Kind of Books You Won't Read: Horror.  I don't like getting scared. I also can't imagine reading a nonfiction book about sports, but I wouldn't refuse to read one.

Longest Book You've Read: Les Miserables by Victor Hugo (in translation). Or maybe Gone With the Wind by Margaret Mitchell.  Not sure which one is longer.

Major Book Hangover: Every Harry Potter book. Also The Fellowship of the Ring. Just. Couldn't. Talk. To. People. After. Reading.

Number of Bookcases: Too lazy to get up to count them.  My computer work station is in my library, and from where I sit I can count eleven. (See photo above for reference)

One Book You've Read Multiple Times: I'll count the Harry Potter series as one book, then.

Preferred Place to Read: Well, on a beach in the Caribbean for druthers.  But short of that, propped up in my bed next to my cats.

Quote That Inspires You: Too many. "Not all who wander are lost" is a good one but over used.

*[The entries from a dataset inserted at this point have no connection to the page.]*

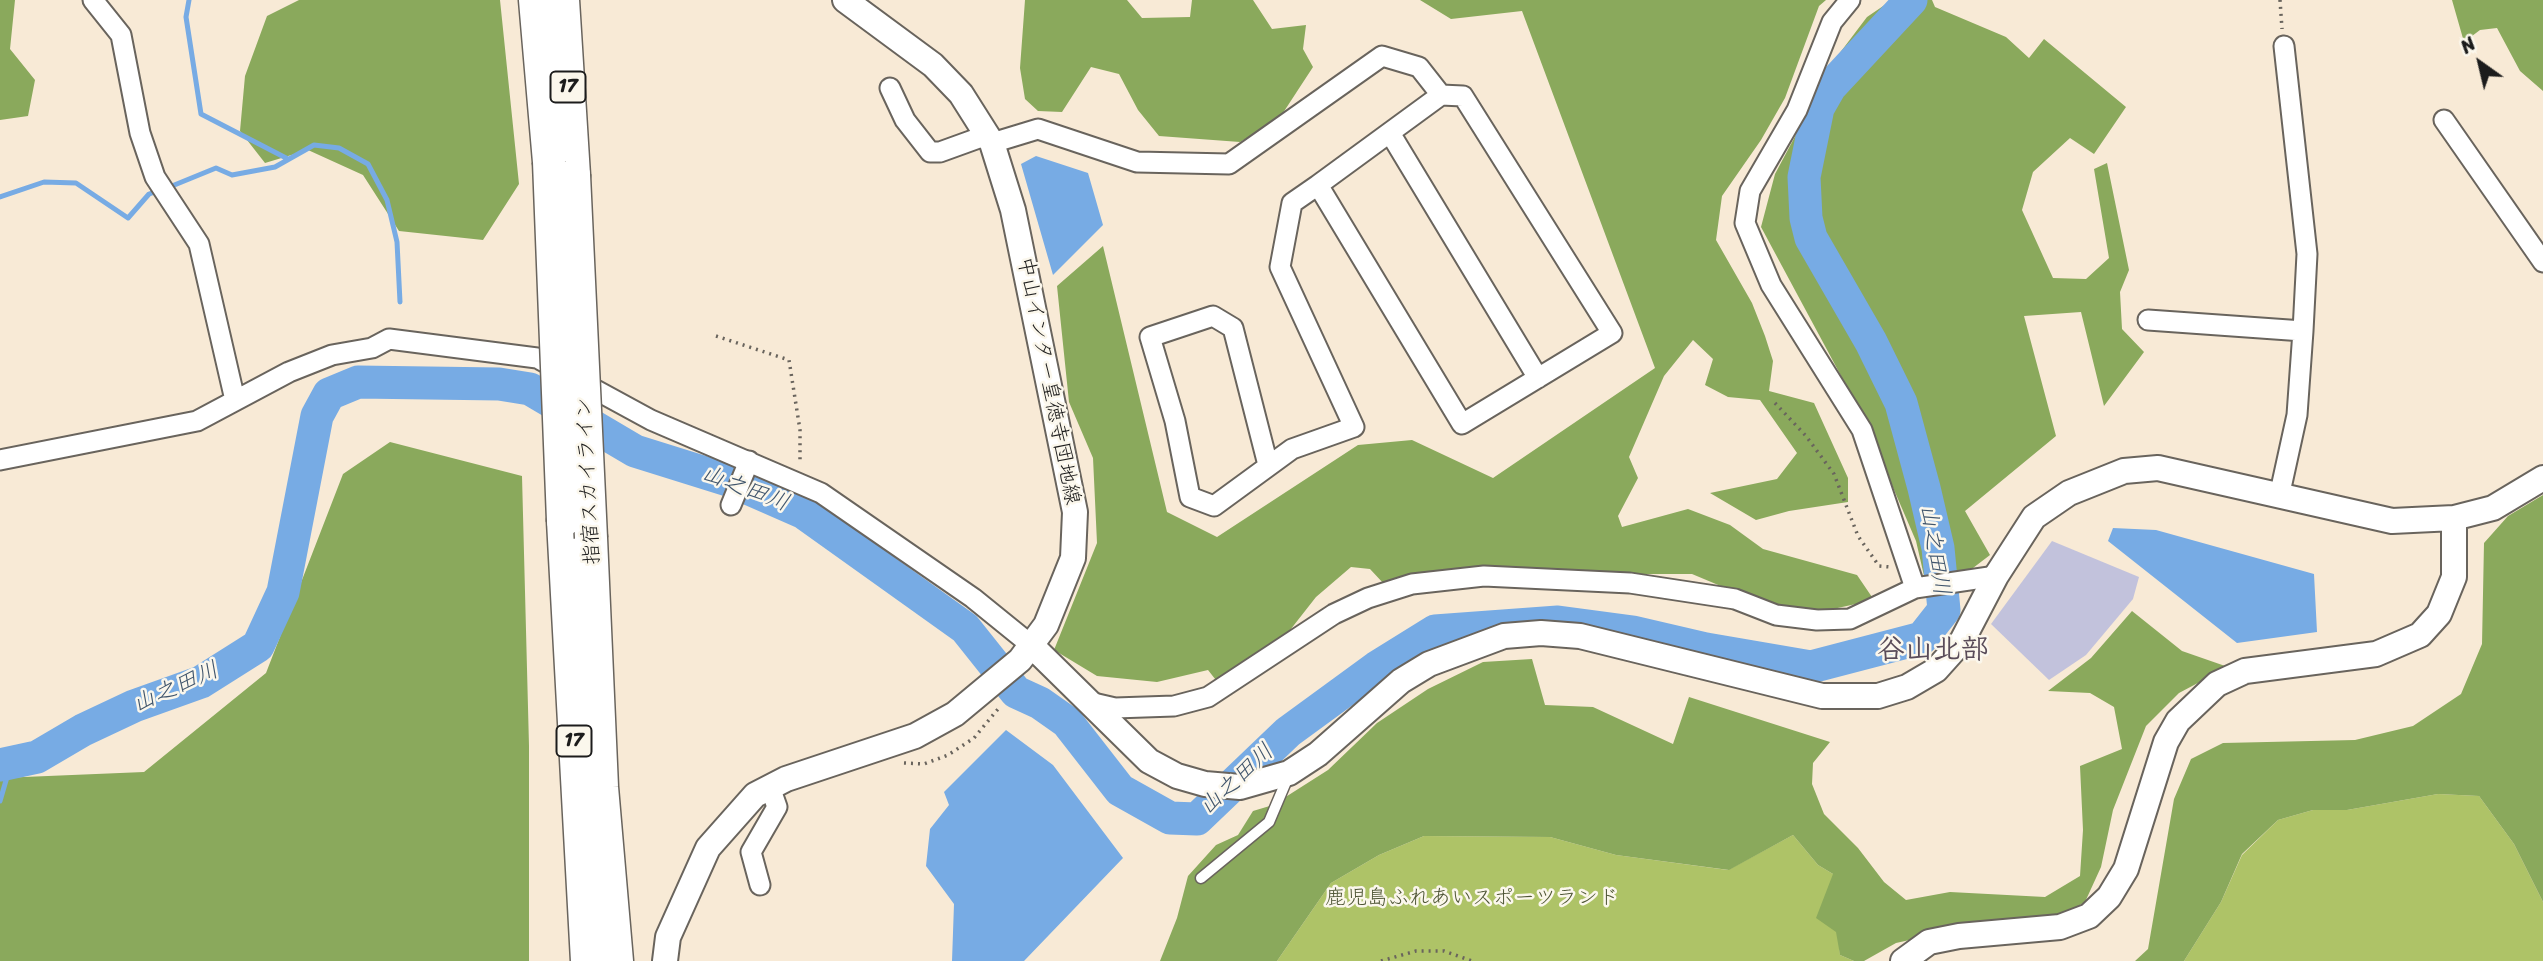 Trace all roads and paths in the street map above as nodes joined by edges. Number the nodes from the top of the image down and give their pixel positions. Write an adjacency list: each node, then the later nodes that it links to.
1 (93, 0): 20 (street)
2 (535, 0): 13 (main road, 指宿スカイライン / 17)
3 (563, 0): 13 (main road, 指宿スカイライン / 17)
4 (845, 0): 12 (street, 中山インター皇徳寺団地線)
5 (1850, 0): 30 (street)
6 (2280, 0): 7 (path)
7 (2284, 46): 17 (street)
8 (890, 88): 12 (street)
9 (1441, 95): 11 (street); 12 (street); 19 (street)
10 (2444, 120): 15 (street)
11 (1390, 133): 14 (street); 19 (street)
12 (990, 139): 33 (street, 中山インター皇徳寺団地線)
13 (561, 169): 37 (main road, 指宿スカイライン / 17, bridge); 38 (main road, 指宿スカイライン / 17, bridge)
14 (1318, 186): 19 (street); 24 (street)
15 (2543, 262)
16 (2148, 320): 17 (street)
17 (2304, 331): 27 (street)
18 (716, 336): 26 (path)
19 (1538, 378)
20 (235, 400): 22 (street); 23 (street)
21 (1774, 403): 30 (path)
22 (0, 460)
23 (750, 461): 26 (street); 28 (street)
24 (1268, 465): 24 (street)
25 (2543, 478): 29 (street)
26 (800, 484): 33 (street)
27 (2279, 497): 29 (street); 31 (street)
28 (731, 505)
29 (2454, 518): 48 (street)
30 (1906, 569): 32 (street)
31 (1984, 578): 32 (street); 35 (street)
32 (1922, 587): 34 (street)
33 (1025, 653): 34 (street); 36 (street, 中山インター皇徳寺団地線)
34 (1089, 702): 35 (street)
35 (1283, 775): 39 (lane)
36 (770, 787): 40 (street); 45 (street, 中山インター皇徳寺団地線)
37 (602, 788): 43 (main road, 指宿スカイライン / 17); 44 (main road)
38 (577, 812): 41 (main road); 42 (main road, 指宿スカイライン / 17)
39 (1201, 878)
40 (760, 885)
41 (566, 961)
42 (587, 961)
43 (617, 961)
44 (630, 961)
45 (665, 961)
46 (1381, 961): 47 (path)
47 (1472, 961)
48 (1903, 961)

The opening lines of The Great Gatsby are certainly words to live by.

Reading Regret: Sticking with books that weren't good enough to finish.  I've wasted a lot of time in my life doing that.  I'm better now at putting books down if they're not the right fit at the right time for me.

Series You Started and Need To Finish: There are not any completed series out there that I feel compelled to finish that I've not finished already.

Three of your All-Time Favorite Books: The Harry Potter series, Pride and Prejudice and The Lord of the Rings

Unapologetic Fangirl For: Harry Potter--the canon and the fan fiction.

Very Excited for This Release More Than All the Others: Um, I have no idea. I just learned that Dinaw Mengestu has a new book out in winter 2014.  That's pretty cool. But I've already read most of the books forthcoming this fall that I was excited about because I have the best job in the world that gives me early books to read: Bill Bryson, Jhumpa Lahiri, Donna Tartt, Gayle Forman, Rainbow Rowell, etc. Oh, wait. I should maybe say my husband's book.  His memoir will be published by Algonquin, but probably not until 2015.

Worst Bookish Habit: Not reviewing the books I read immediately after finishing them.  When I don't do that, I usually end up not reviewing them at all.

X Marks the Spot--Start at the Top Left of Your Shelf and pick the 27th book: The Lovers Dictionary by David Levithan.

Your Latest Book Purchase: I have no idea.  But my latest book-related purchase was yesterday, where I bought a Great Gatsby cover for my Kobo.

ZZZZ-snatcher Book (Last Book That Kept You Up Way Late): Hmmm...it's been a long time, but I think maybe Eleanor and Park was the last book that I stayed up to finish because I couldn't put it down.

How about you?  Which of these would be the most difficult for you to answer? Have you done this A-Z survey already?  If so, link to it in your comments!